With the present study we attempted to integrate electrophysiological results with effects of ion substitution in the vitellogenic oocyte of Dysdercus intermedius. The permeability of the oocyte membrane to ions in the in vitro medium was determined by equimolar substitutions of K + or Na + by choline; Ca ++ by Mg ++ Mg ++ by Sr ++, and by sulfate for Cl −. The impermeability of the oocyte membrane to Na +, Ca ++, and Mg ++, as opposed to the permeability of K + and Cl −, renders the latter two as the major ions that contribute to the membrane potential ( E m ) of −34 mV. Intracellular activities of K +, Na +, Ca ++, Mg ++ and Cl − were measured with ion selective microelectrodes.
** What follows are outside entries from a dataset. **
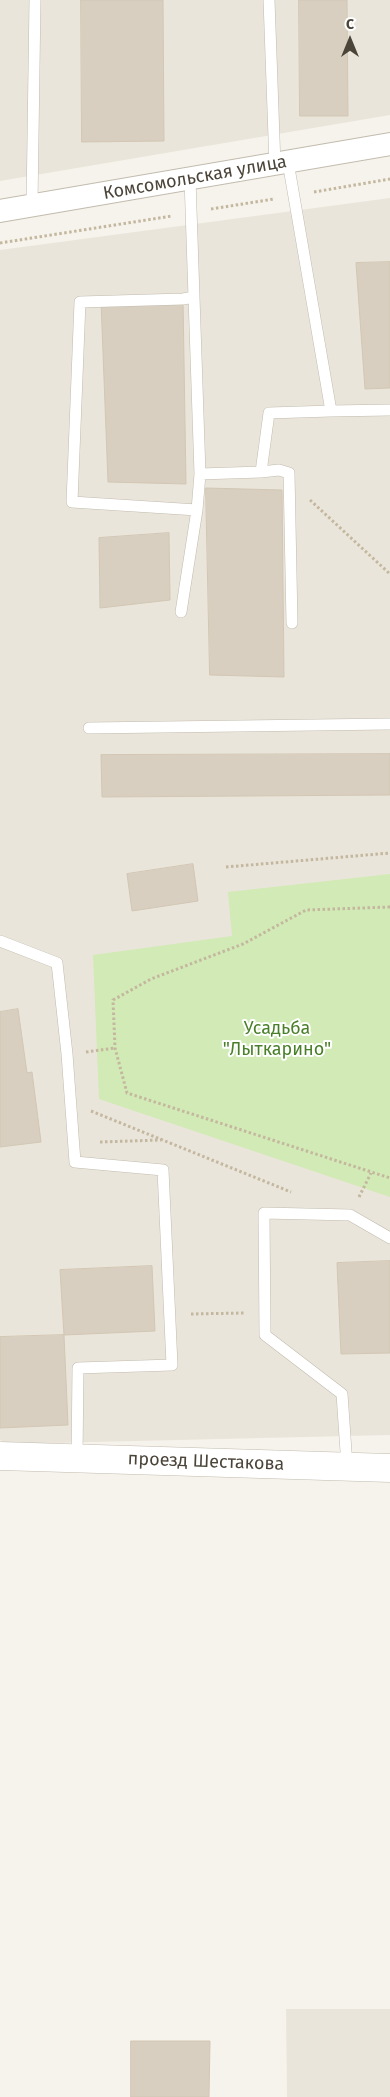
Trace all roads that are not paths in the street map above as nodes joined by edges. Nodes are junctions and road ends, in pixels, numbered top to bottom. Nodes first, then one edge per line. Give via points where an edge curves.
1 (35, 0) edge
2 (269, 0) edge
3 (390, 144) edge
4 (281, 163) junction
5 (190, 179) junction
6 (32, 206) junction
7 (0, 211) edge
8 (194, 297) junction
9 (390, 410) edge
10 (331, 411) junction
11 (262, 472) junction
12 (200, 474) junction
13 (197, 510) junction
14 (181, 612) dead end
15 (292, 623) dead end
16 (390, 724) edge
17 (89, 728) dead end
18 (0, 941) edge
19 (390, 1238) edge
20 (11, 1456) edge
21 (77, 1459) junction
22 (347, 1466) junction
23 (390, 1468) edge

1 - 6 lane
2 - 4 lane
3 - 4 street, Комсомольская улица
4 - 5 street, Комсомольская улица
4 - 10 lane
5 - 6 street, Комсомольская улица
5 - 8 lane
6 - 7 street, Комсомольская улица
8 - 12 lane
8 - 13 lane via 80,302 72,502
9 - 10 lane
10 - 11 lane via 269,413
11 - 12 lane
11 - 15 lane via 279,470 290,473
12 - 13 lane
13 - 14 lane
16 - 17 lane
18 - 21 lane via 57,963 75,1162 163,1170 172,1365 78,1368
19 - 22 lane via 350,1215 264,1213 265,1334 342,1394
20 - 21 street, проезд Шестакова
21 - 22 street, проезд Шестакова
22 - 23 street, проезд Шестакова

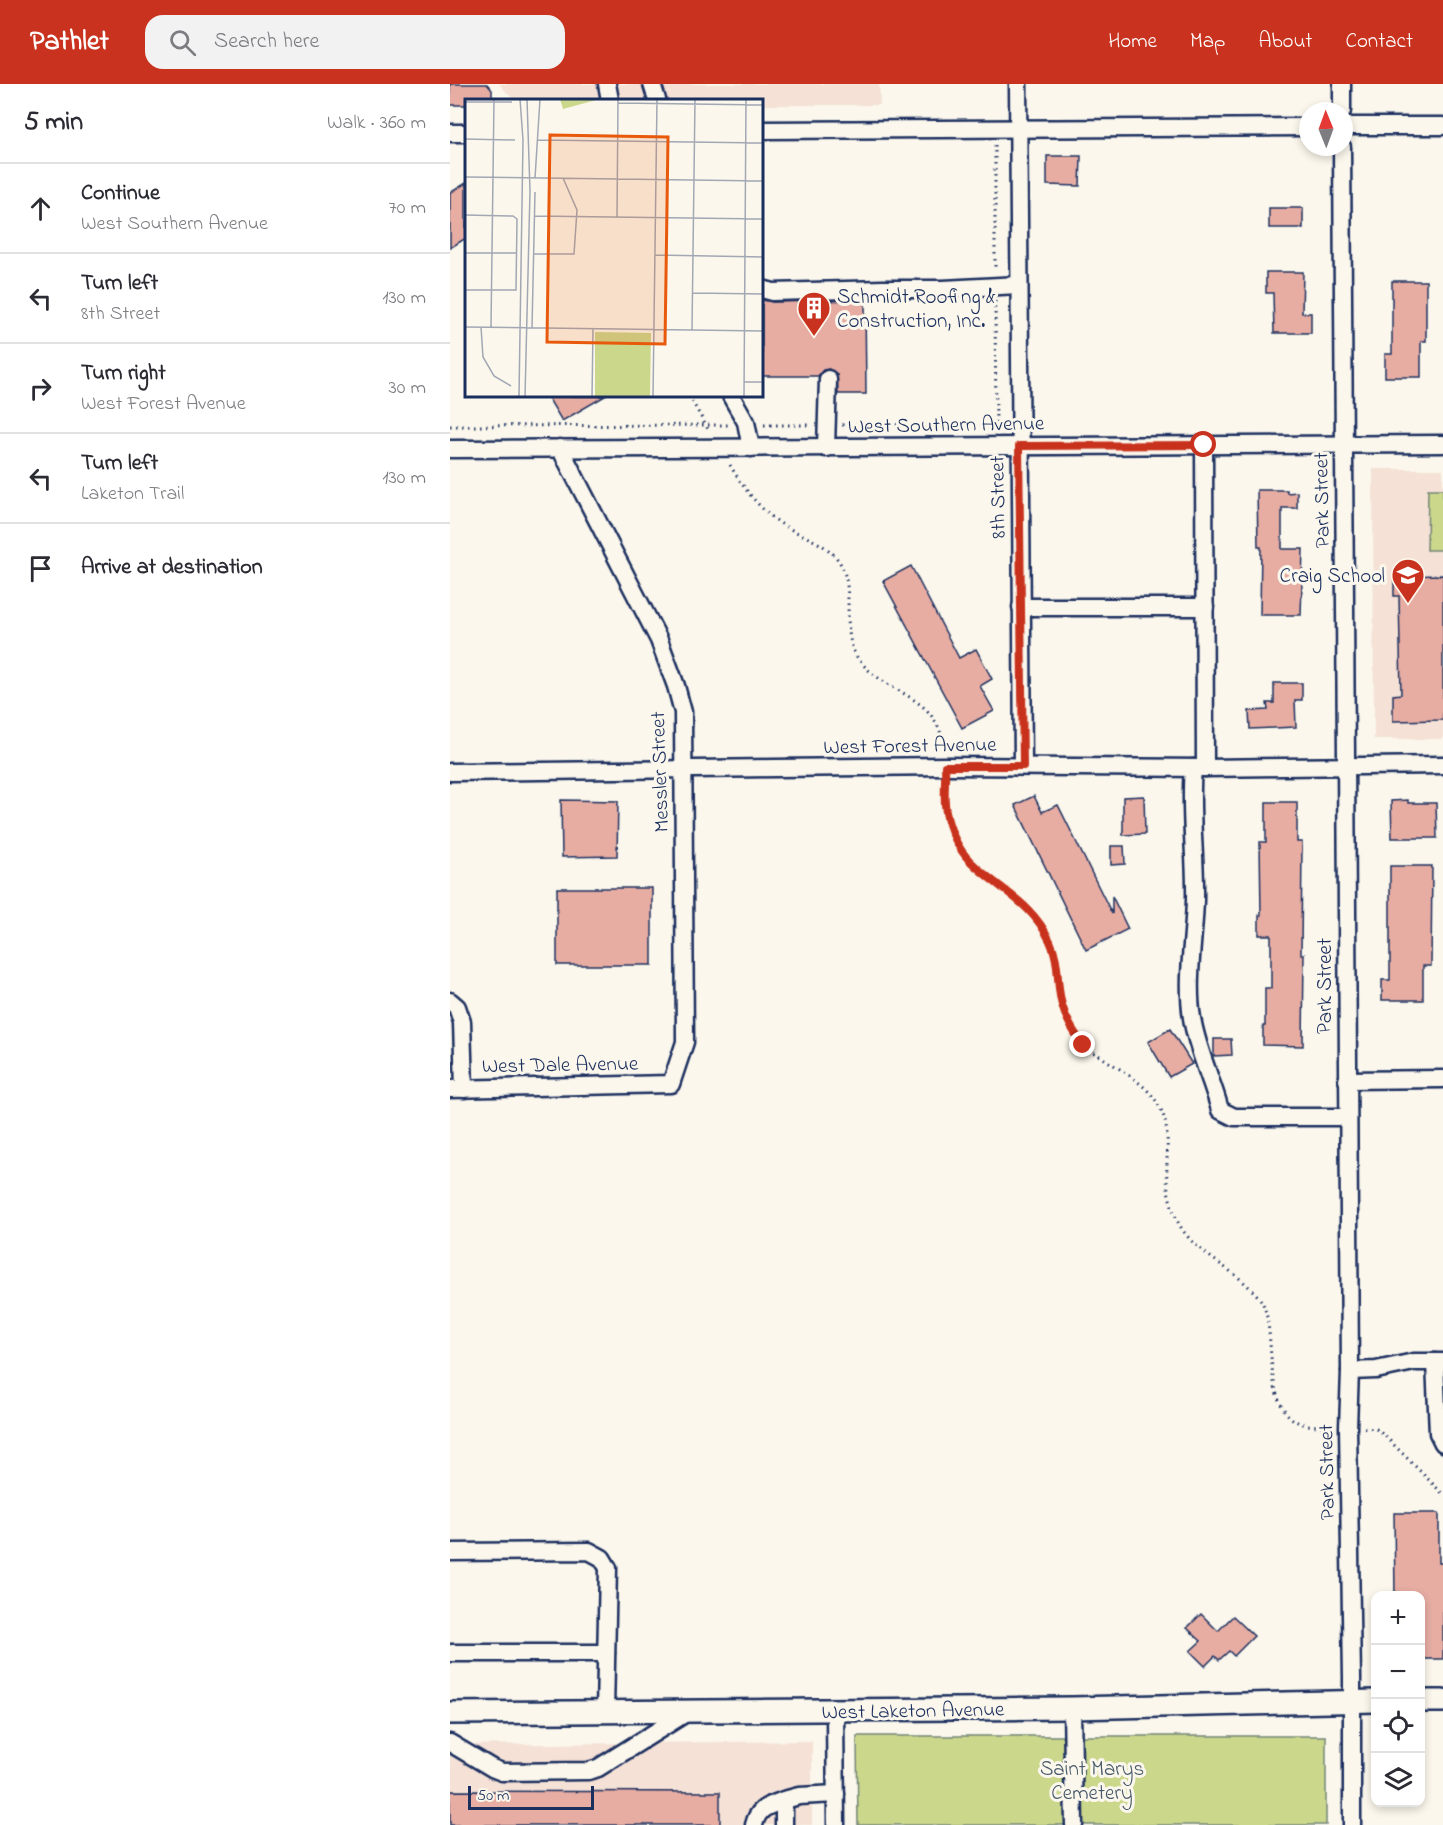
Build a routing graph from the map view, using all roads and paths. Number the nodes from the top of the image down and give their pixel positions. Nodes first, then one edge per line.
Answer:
1 (607, 84) edge
2 (652, 84) edge
3 (1017, 84) edge
4 (1342, 84) edge
5 (610, 99) edge
6 (657, 99) edge
7 (1342, 102) edge
8 (1353, 126) edge
9 (1443, 126) edge
10 (1299, 127) edge
11 (1018, 129) junction
12 (764, 130) edge
13 (1342, 156) edge
14 (1019, 285) junction
15 (764, 290) edge
16 (828, 379) dead end
17 (690, 398) edge
18 (732, 398) edge
19 (1343, 444) junction
20 (1443, 444) edge
21 (1204, 445) junction
22 (1019, 446) junction
23 (560, 448) junction
24 (720, 448) junction
25 (751, 448) junction
26 (826, 448) junction
27 (450, 449) edge
28 (1021, 607) junction
29 (1205, 608) junction
30 (1443, 765) edge
31 (945, 766) junction
32 (1023, 766) junction
33 (1346, 767) junction
34 (1199, 768) junction
35 (684, 771) junction
36 (450, 772) edge
37 (450, 1001) edge
38 (1443, 1079) edge
39 (1347, 1080) junction
40 (671, 1084) joint
41 (457, 1089) edge
42 (1347, 1117) junction
43 (1439, 1362) edge
44 (1350, 1371) junction
45 (1348, 1427) junction
46 (1443, 1443) edge
47 (1443, 1494) edge
48 (450, 1552) edge
49 (450, 1653) edge
50 (606, 1653) junction
51 (1352, 1701) junction
52 (1371, 1701) edge
53 (1425, 1701) edge
54 (1443, 1701) edge
55 (1072, 1708) junction
56 (835, 1710) junction
57 (605, 1712) junction
58 (689, 1712) junction
59 (450, 1713) edge
60 (450, 1743) edge
61 (836, 1794) junction
62 (784, 1800) junction
63 (754, 1825) edge
64 (784, 1825) edge
65 (836, 1825) edge
66 (1074, 1825) edge
67 (1352, 1825) edge

1 - 5 street
2 - 6 street
3 - 11 street, 8th Street
4 - 7 street
8 - 9 street
10 - 11 street
11 - 12 street
11 - 14 street, 8th Street
13 - 19 street, Park Street
14 - 15 street
14 - 22 street, 8th Street
16 - 26 street
17 - 24 path
18 - 25 street
19 - 20 street, West Southern Avenue
19 - 21 street, West Southern Avenue
19 - 33 street, Park Street
21 - 22 street, West Southern Avenue
21 - 29 street
22 - 26 street, West Southern Avenue
22 - 28 street, 8th Street
23 - 24 street, West Southern Avenue
23 - 27 street, West Southern Avenue
23 - 35 street, Messler Street
24 - 25 street, West Southern Avenue
24 - 31 path
25 - 26 street, West Southern Avenue
28 - 29 street
28 - 32 street, 8th Street
29 - 34 street
30 - 33 street, West Forest Avenue
31 - 32 street, West Forest Avenue
31 - 35 street, West Forest Avenue
31 - 45 path
32 - 34 street, West Forest Avenue
33 - 34 street, West Forest Avenue
33 - 39 street, Park Street
34 - 42 street
35 - 36 street, West Forest Avenue
35 - 40 street, Messler Street
37 - 41 street
38 - 39 street
39 - 42 street, Park Street
40 - 41 street, West Dale Avenue
42 - 44 street, Park Street
43 - 44 street
43 - 46 street
44 - 45 street, Park Street
45 - 47 path
45 - 51 street, Park Street
48 - 50 street
49 - 50 street
50 - 57 street
51 - 52 main road, West Laketon Avenue
51 - 55 main road, West Laketon Avenue
51 - 67 street, Park Street
53 - 54 main road
55 - 56 main road, West Laketon Avenue
55 - 66 street
56 - 58 main road, West Laketon Avenue
56 - 61 street
57 - 58 main road, West Laketon Avenue
57 - 59 main road, West Laketon Avenue
58 - 60 street
61 - 62 street
61 - 65 street
62 - 63 street
62 - 64 street

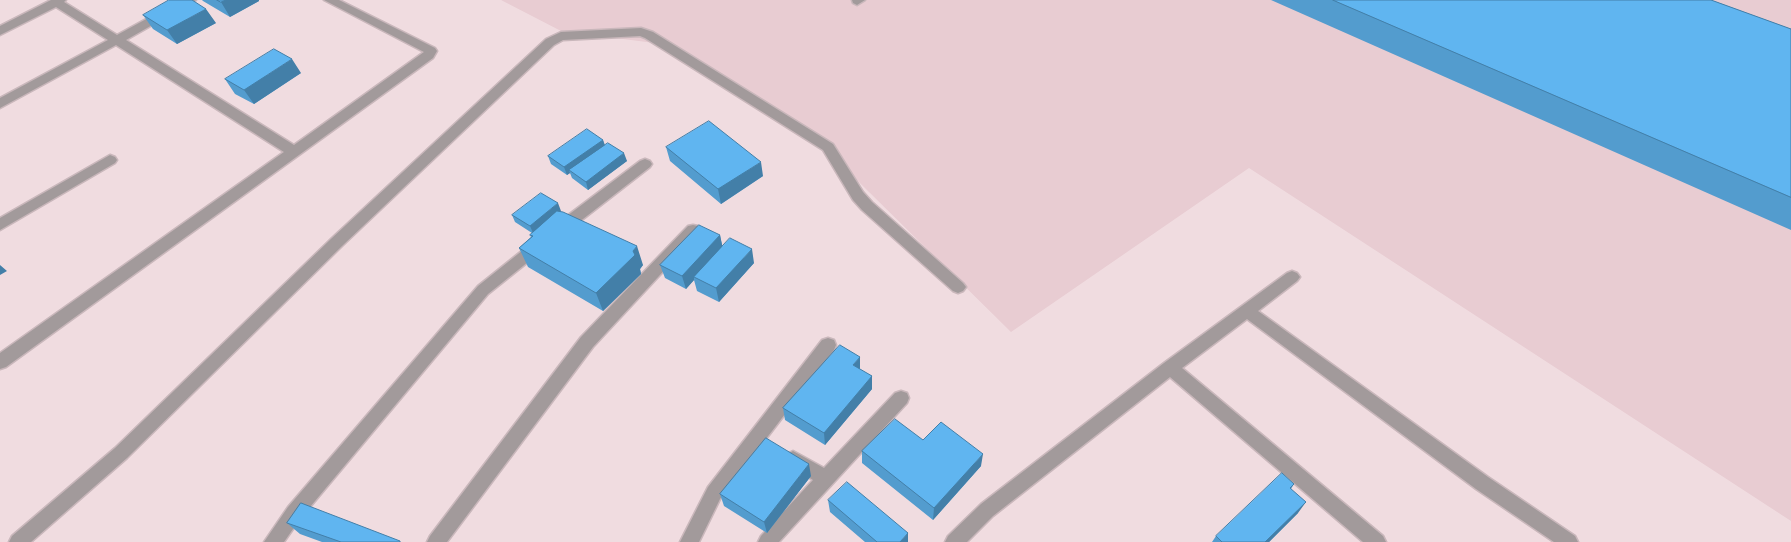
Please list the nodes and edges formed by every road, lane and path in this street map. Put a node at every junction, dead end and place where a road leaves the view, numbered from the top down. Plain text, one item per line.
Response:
1 (190, 0) edge
2 (330, 0) edge
3 (58, 1) edge
4 (0, 31) edge
5 (116, 41) junction
6 (0, 104) edge
7 (295, 152) junction
8 (110, 160) dead end
9 (645, 164) dead end
10 (0, 225) edge
11 (693, 230) edge
12 (1292, 277) dead end
13 (958, 287) dead end
14 (1247, 311) junction
15 (828, 344) dead end
16 (0, 362) edge
17 (1170, 368) junction
18 (902, 398) dead end
19 (756, 438) junction
20 (826, 478) junction
21 (962, 539) edge
22 (18, 542) edge
23 (273, 542) edge
24 (436, 542) edge
25 (689, 542) edge
26 (767, 542) edge
27 (1377, 542) edge
28 (1569, 542) edge

1 - 5 street
2 - 7 street
3 - 4 street
3 - 5 street
5 - 6 street
5 - 7 street
7 - 16 street
8 - 10 street
9 - 23 street
11 - 24 street
12 - 14 street
13 - 22 street
14 - 17 street
14 - 28 street
15 - 19 street
17 - 21 street
17 - 27 street
18 - 20 street
19 - 20 street
19 - 25 street
20 - 26 street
Liquid Ion Exchange (LIX) pH microelectrode determination revealed an ooplasmic pH of 7.4 which is 0.6 pH units higher than the pH (6.8) of the in vitro medium. Variations of pH med was of no influence on pH ooc. We visualised the effects of ion substitution on yolk formation by in vitro uptake of rhodamine-labeled hemolymph proteins derived from vitellogenic females which results in the formation of large fluorescent yolk spheres. Cl − replacement did not affect the protein uptake. However, in the absence of Ca ++ yolk formation was restrained. Replacement of external K + by choline did not influence protein uptake when [Na +] med was present, but resulted in a marked inhibition of yolk formation when in vitro medium was Na +-free. Thus this process appears to depend on extracellular Na + rather than intracellular or extracellular K +.